Mar. Feb 17th, 2026
Ron DeSantis si scaglia contro l’intelligenza artificiale “dannosa” in rottura con la Casa Bianca di Trump

Il governatore repubblicano della Florida Ron DeSantis ha chiesto leggi per frenare gli effetti “molto dannosi” dell’intelligenza artificiale, criticando i tentativi sostenuti da Donald Trump di “ingannare gli Stati e lasciare che siano le Big Tech a scrivere le regole”.

“Abbiamo la responsabilità di creare un quadro normativo affinché questa tecnologia [is] incanalato in modo tale da avvantaggiare il popolo dello stato, avvantaggiare i nostri figli, i nostri genitori, [and does] non soppiantare la nostra esperienza come esseri umani”, ha detto DeSantis, che è visto come un contendente per la nomina presidenziale repubblicana nel 2028, in un evento politico mercoledì.

I commenti di DeSantis arrivano poche settimane dopo che Trump ha firmato un ordine esecutivo che minaccia di trattenere i finanziamenti federali agli stati che approvano normative “onerose” sull’intelligenza artificiale – una mossa che è stata accolta con favore dall’industria.

Trump ha firmato l’ordine dopo che la sua amministrazione per due volte non è riuscita ad approvare una legislazione che vieterebbe agli stati di approvare le proprie leggi per 10 anni, provocando una reazione da parte dei leader repubblicani in Florida e altrove.

La continua sfida di DeSantis è l’ultimo segno di dissenso tra le figure di alto rango del partito di Trump, mentre i legislatori e i governatori repubblicani rompono con il presidente su questioni come la repressione dell’immigrazione, gli interventi stranieri e gli attacchi alla Federal Reserve.

Nel suo discorso di mercoledì, DeSantis si è scagliato contro le proposte sull’intelligenza artificiale, sostenute l’anno scorso dallo zar dell’intelligenza artificiale di Trump, David Sacks, e da un piccolo gruppo di altri consiglieri della Casa Bianca con stretti legami con l’industria.
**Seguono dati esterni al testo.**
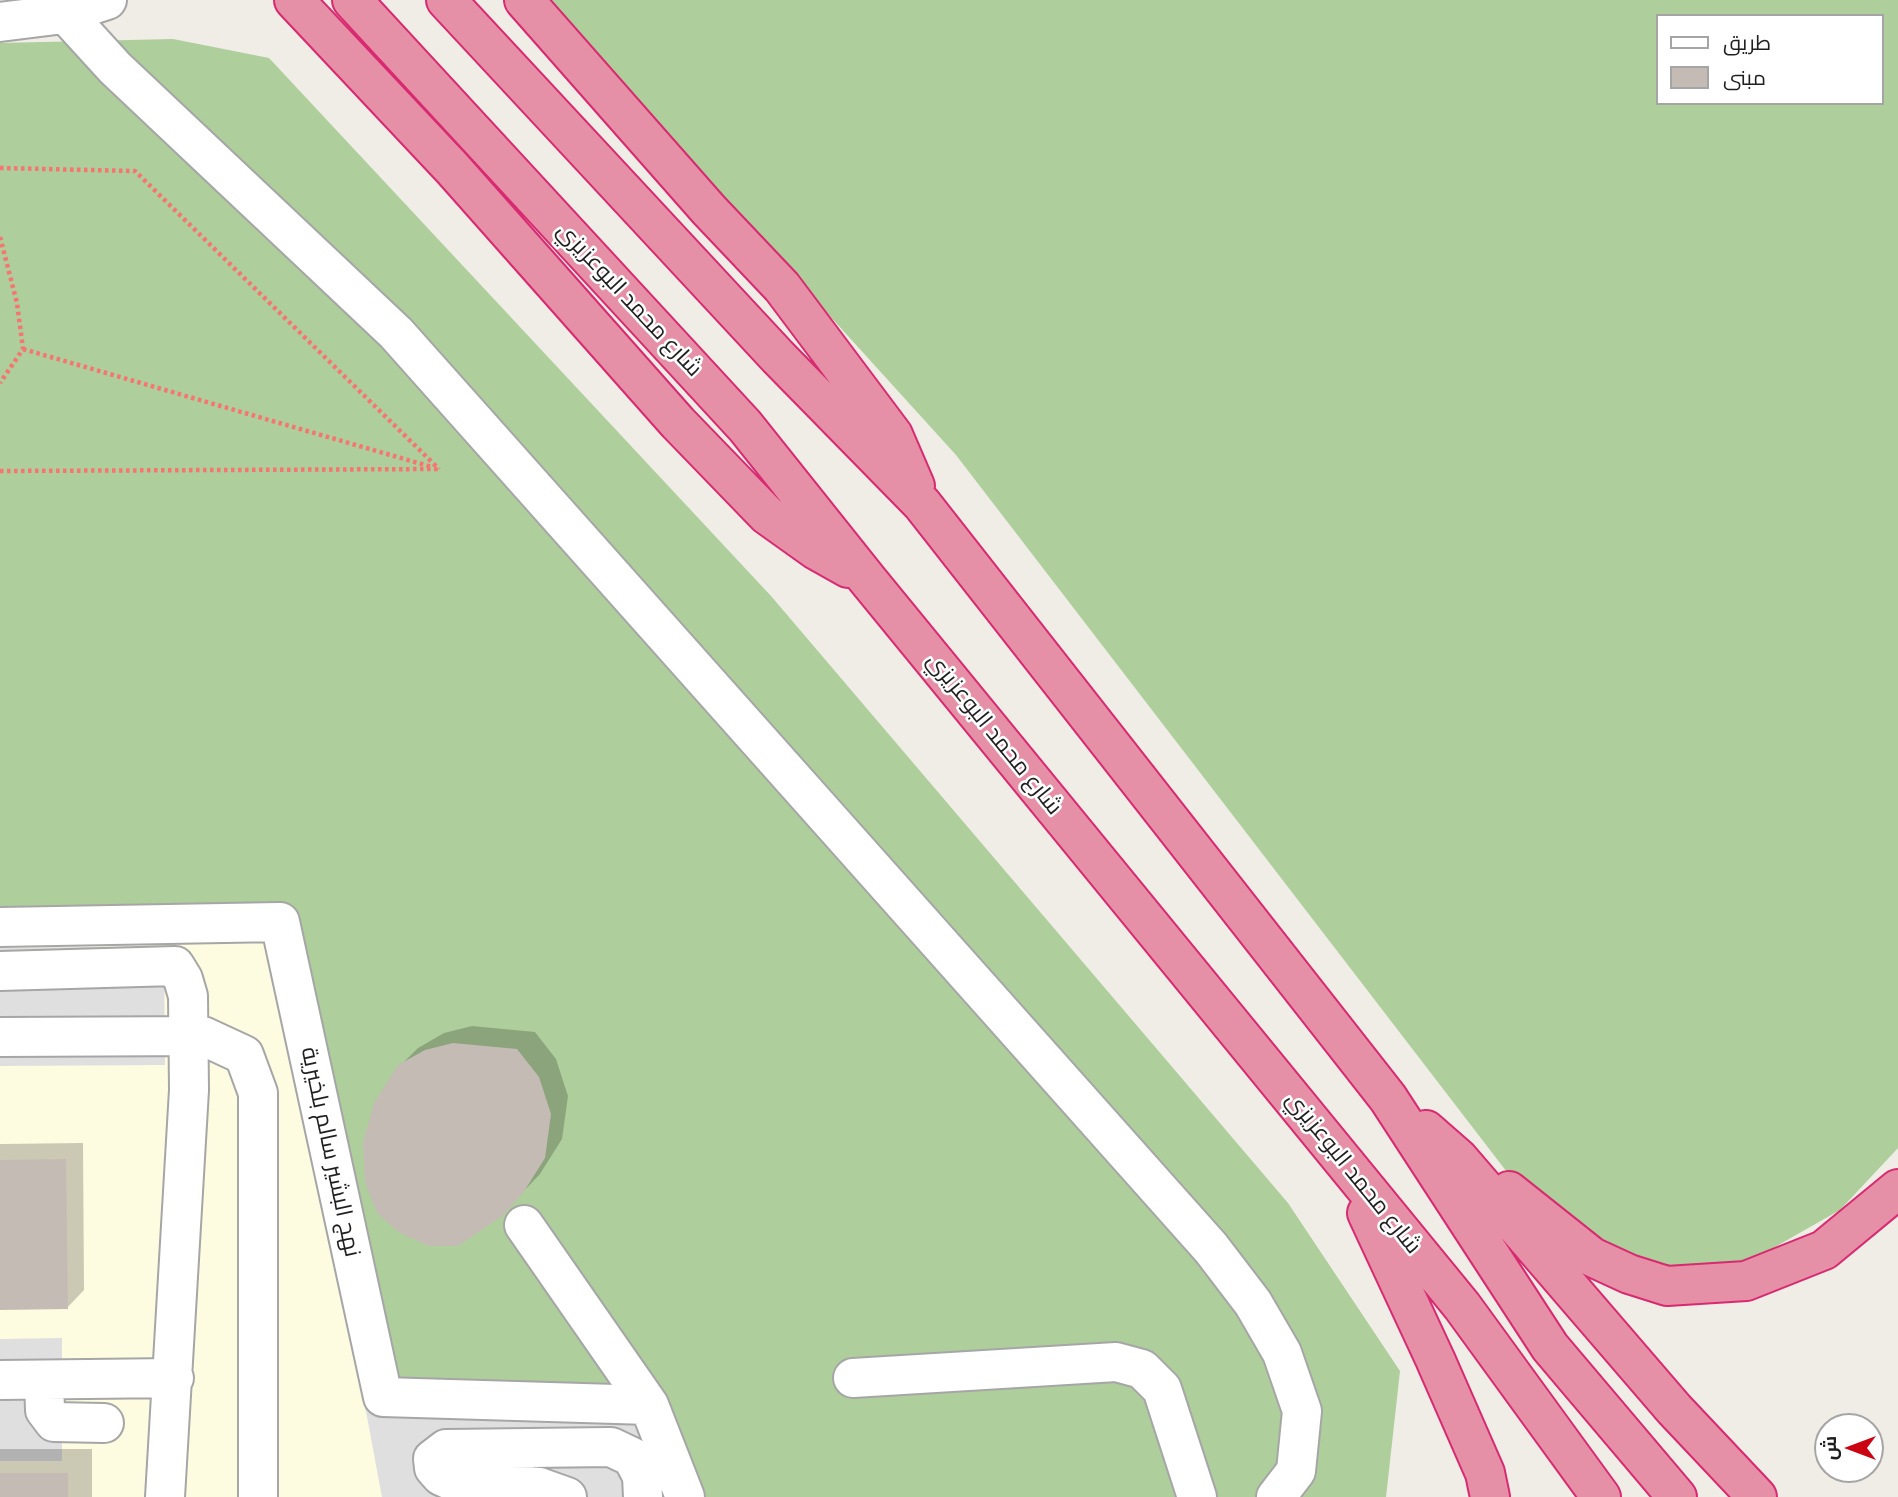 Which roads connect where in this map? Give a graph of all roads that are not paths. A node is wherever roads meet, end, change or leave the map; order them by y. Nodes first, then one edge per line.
1 (107, 0) edge
2 (294, 0) edge
3 (352, 0) edge
4 (446, 0) edge
5 (524, 0) edge
6 (58, 7) edge
7 (0, 22) edge
8 (922, 504) junction
9 (867, 579) junction
10 (0, 927) edge
11 (0, 971) edge
12 (189, 1036) junction
13 (0, 1037) edge
14 (1388, 1098) junction
15 (1458, 1158) junction
16 (1343, 1160) junction
17 (1898, 1189) edge
18 (524, 1225) dead end
19 (174, 1378) junction
20 (853, 1378) dead end
21 (0, 1380) edge
22 (44, 1380) junction
23 (649, 1405) junction
24 (104, 1423) dead end
25 (165, 1497) edge
26 (258, 1497) edge
27 (567, 1497) edge
28 (643, 1497) edge
29 (685, 1497) edge
30 (1197, 1497) edge
31 (1276, 1497) edge
32 (1490, 1497) edge
33 (1601, 1497) edge
34 (1676, 1497) edge
35 (1757, 1497) edge

1 - 6 street
2 - 9 highway
3 - 9 highway, شارع محمد البوعزيزي
4 - 8 highway
5 - 8 highway
6 - 7 street
6 - 31 street
8 - 14 highway
9 - 16 highway, شارع محمد البوعزيزي
10 - 23 street, نهج البشير سالم بلخيرية
11 - 12 street
12 - 13 street
12 - 19 street
12 - 26 street
14 - 15 highway
14 - 34 highway
15 - 17 highway
15 - 35 highway
16 - 32 highway
16 - 33 highway, شارع محمد البوعزيزي
18 - 23 street
19 - 22 street
19 - 25 street
20 - 30 street
21 - 22 street
22 - 24 street
23 - 29 street
27 - 28 street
Il governatore della Florida ha affermato che coloro che lottano per la moratoria affermano di voler lavorare su un quadro federale per la legislazione sull’intelligenza artificiale, ma “il problema è che non stavano proponendo una norma federale”.

“Non avevano uno schema federale che stavano cercando di implementare per proteggere le cose che ho menzionato”, ha detto DeSantis. “La loro politica era quella di mettere in ginocchio gli Stati e lasciare che le Big Tech scrivessero le regole”.
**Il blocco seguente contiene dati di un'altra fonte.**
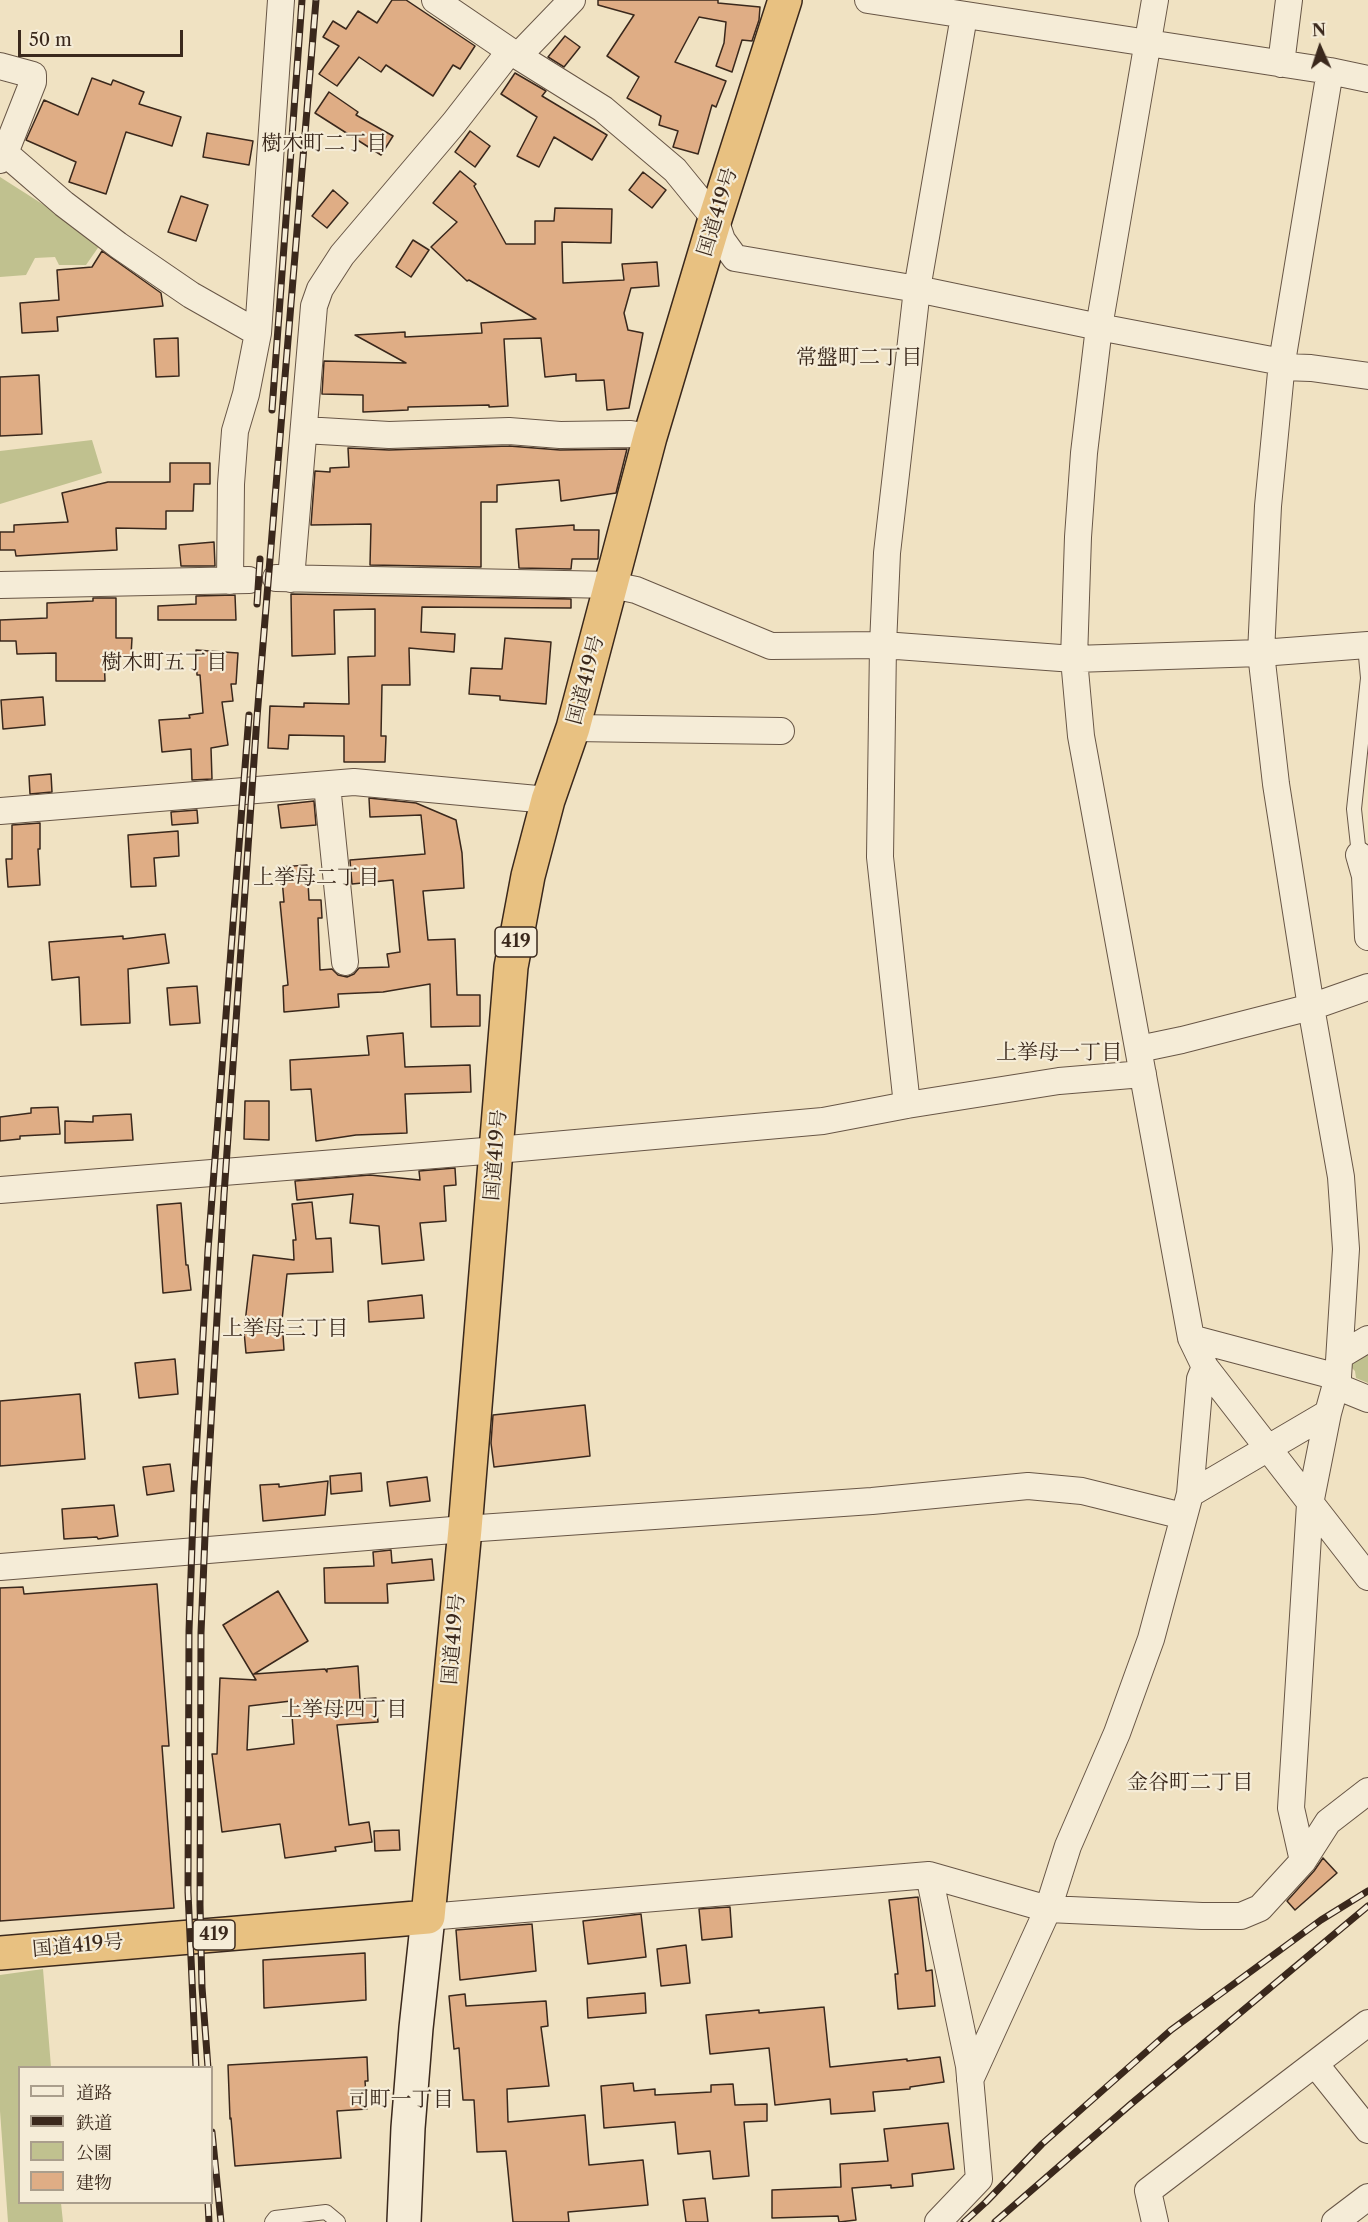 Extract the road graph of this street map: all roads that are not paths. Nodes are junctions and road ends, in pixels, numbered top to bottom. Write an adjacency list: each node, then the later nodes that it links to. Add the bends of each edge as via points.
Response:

Negli ultimi due anni, la Florida ha approvato leggi sull’intelligenza artificiale che vietano le immagini sessuali generate artificialmente e richiedono dichiarazioni di non responsabilità sugli annunci politici che utilizzano l’intelligenza artificiale. DeSantis sta spingendo per una radicale “Carta dei diritti dell’intelligenza artificiale” che costringerebbe le società di intelligenza artificiale a implementare il controllo parentale, limitare l’uso dei dati personali da parte dei chatbot e dare ai residenti più potere per bloccare la costruzione di data center.

Nelle sue osservazioni, DeSantis ha elogiato il recente appello di Trump alle società di intelligenza artificiale affinché assorbano i costi energetici dei nuovi data center e ha affermato di ritenere che l'ordine esecutivo non impedirà alla Florida di approvare alcune leggi.

Ma ha criticato le affermazioni avanzate dall’industria dell’intelligenza artificiale, e amplificate dall’amministrazione Trump, secondo cui il settore dovrebbe essere sostenuto affinché gli Stati Uniti possano vincere la corsa tecnologica con la Cina.

“Dicono [American AI] potrebbe aiutarci a mantenere ed espandere il nostro vantaggio militare rispetto ad altri paesi come la Cina. Fantastico, sono assolutamente d'accordo. Ma l’intelligenza artificiale viene utilizzata anche per produrre chat bot che adescano sessualmente i minori online. È qualcosa che vogliamo sostenere?”

“Cose che sono fondamentali per una società libera [are] sotto attacco da questa rivoluzione dell’intelligenza artificiale”, ha aggiunto DeSantis, citando violazioni della proprietà intellettuale, chat bot che “adescano sessualmente minori” e casi in cui i suicidi sono stati in parte attribuiti alle interazioni con i modelli di intelligenza artificiale.